### [Input records]
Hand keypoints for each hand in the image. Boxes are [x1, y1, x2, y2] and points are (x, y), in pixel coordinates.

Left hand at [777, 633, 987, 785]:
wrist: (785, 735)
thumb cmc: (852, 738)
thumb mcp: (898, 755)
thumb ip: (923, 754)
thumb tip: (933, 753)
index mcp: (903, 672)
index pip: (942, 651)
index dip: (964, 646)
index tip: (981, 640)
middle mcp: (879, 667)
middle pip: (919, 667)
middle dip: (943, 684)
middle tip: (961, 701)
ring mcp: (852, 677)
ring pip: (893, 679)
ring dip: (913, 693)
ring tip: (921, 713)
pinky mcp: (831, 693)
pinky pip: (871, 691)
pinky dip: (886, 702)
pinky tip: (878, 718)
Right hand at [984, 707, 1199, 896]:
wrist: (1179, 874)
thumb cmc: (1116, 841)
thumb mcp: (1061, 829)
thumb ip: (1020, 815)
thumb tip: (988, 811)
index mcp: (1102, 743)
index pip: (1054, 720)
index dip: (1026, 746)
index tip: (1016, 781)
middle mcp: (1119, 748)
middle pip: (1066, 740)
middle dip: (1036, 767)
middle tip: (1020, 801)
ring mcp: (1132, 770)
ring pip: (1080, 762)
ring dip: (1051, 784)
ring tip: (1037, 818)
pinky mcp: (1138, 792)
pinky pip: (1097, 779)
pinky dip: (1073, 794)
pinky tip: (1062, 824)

* * *

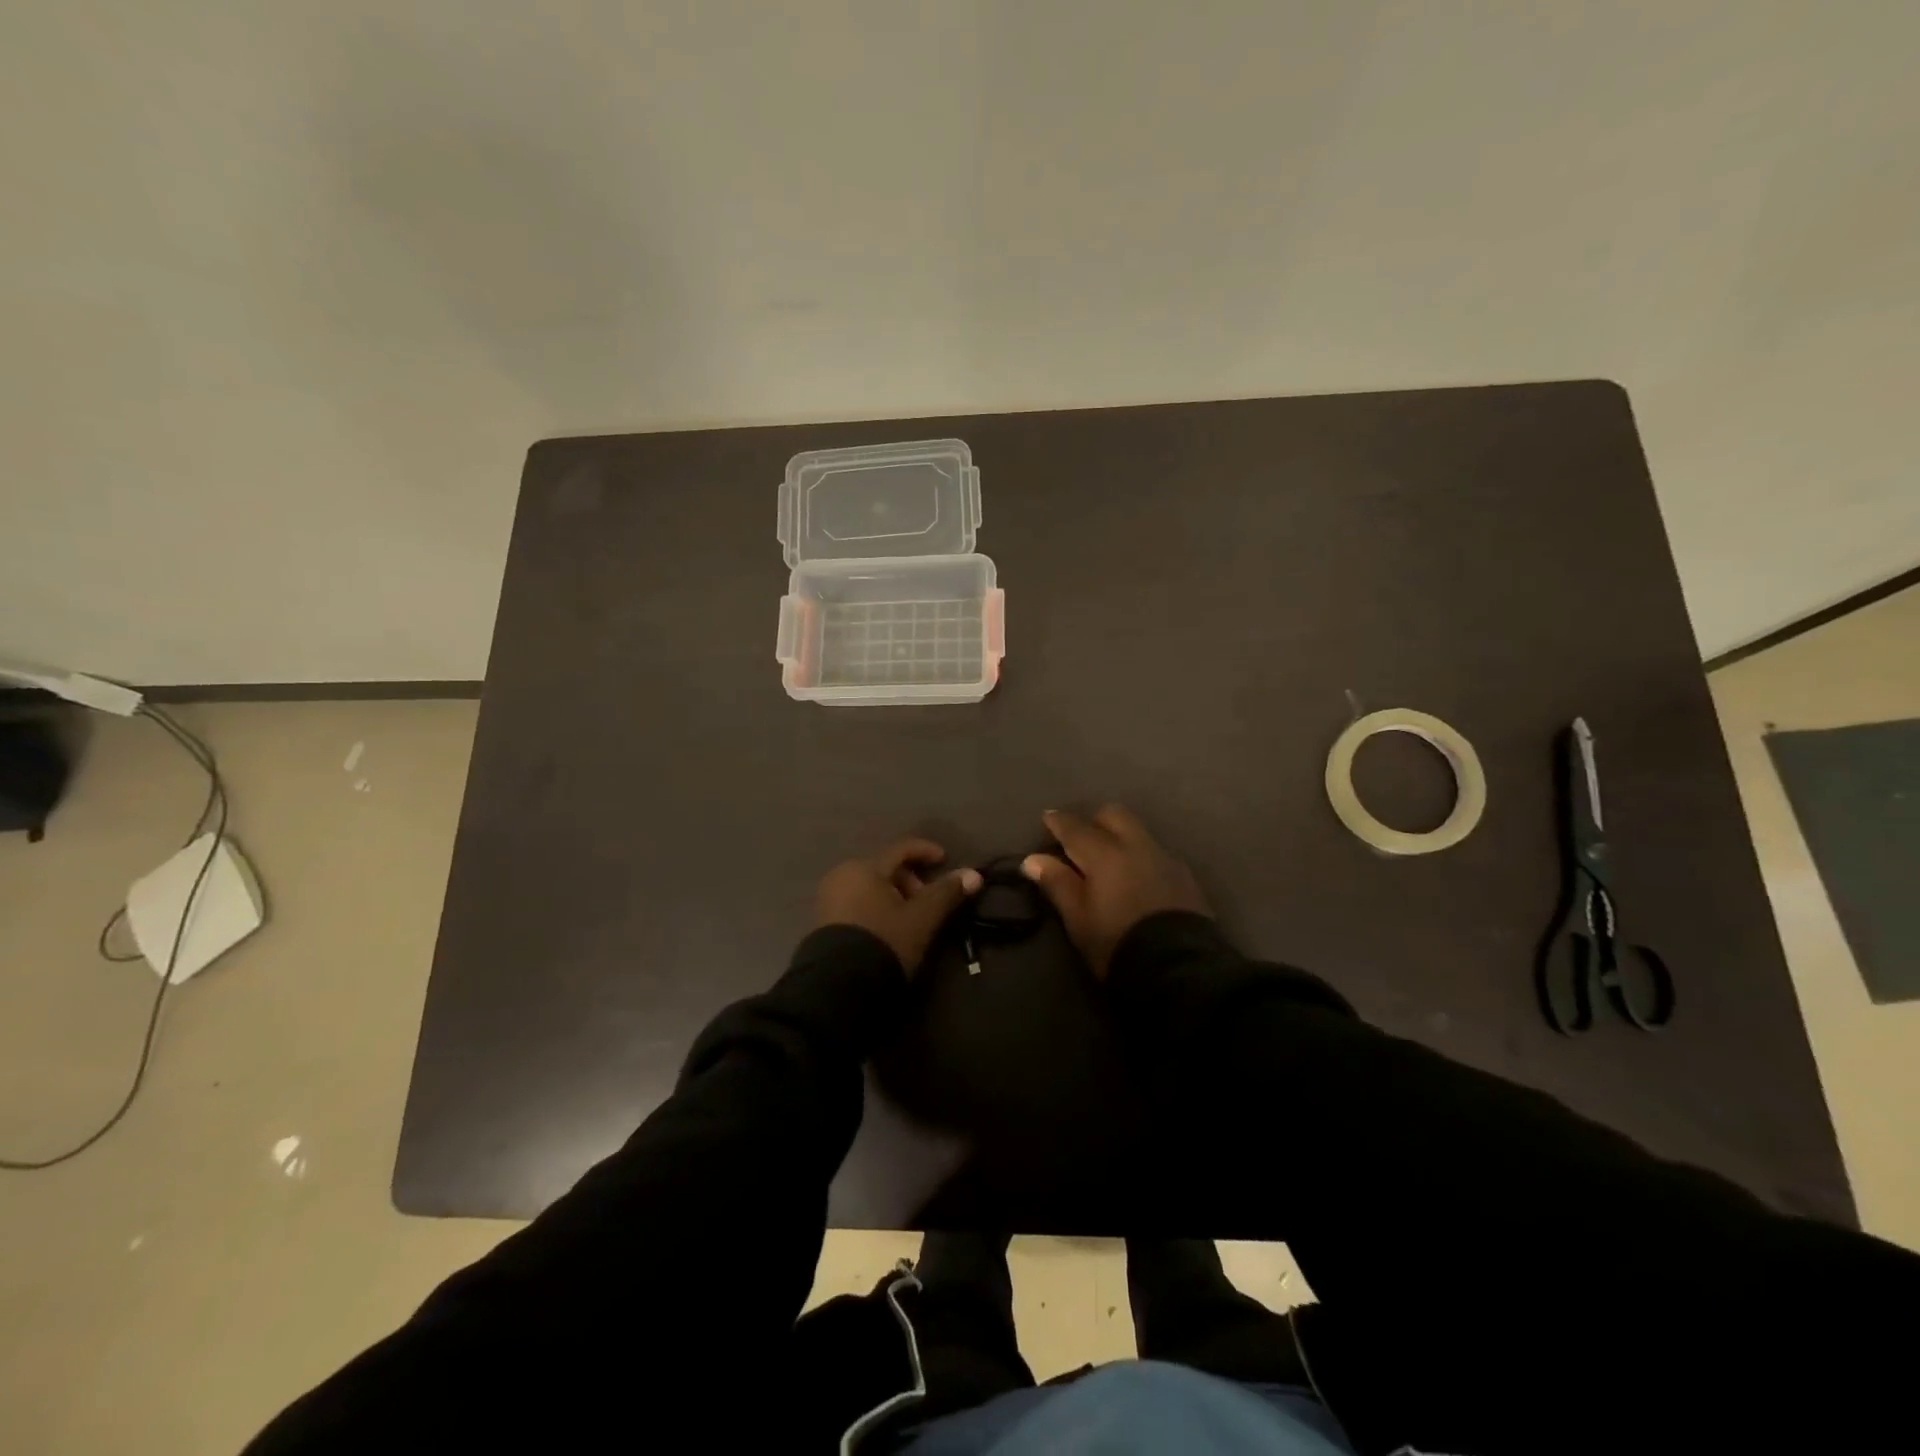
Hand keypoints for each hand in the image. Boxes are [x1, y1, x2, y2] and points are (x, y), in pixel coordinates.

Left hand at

### [Problem statement]
Look above for the line with "middle mcp: (1119, 748)" and the line with "pinky tip: (1062, 824)". Write out those two lines and all the lines between them, exactly, and no others.

### [Solution to this exercise]
middle mcp: (1119, 748)
middle pip: (1066, 740)
middle dip: (1036, 767)
middle tip: (1020, 801)
ring mcp: (1132, 770)
ring pip: (1080, 762)
ring dip: (1051, 784)
ring tip: (1037, 818)
pinky mcp: (1138, 792)
pinky pip: (1097, 779)
pinky dip: (1073, 794)
pinky tip: (1062, 824)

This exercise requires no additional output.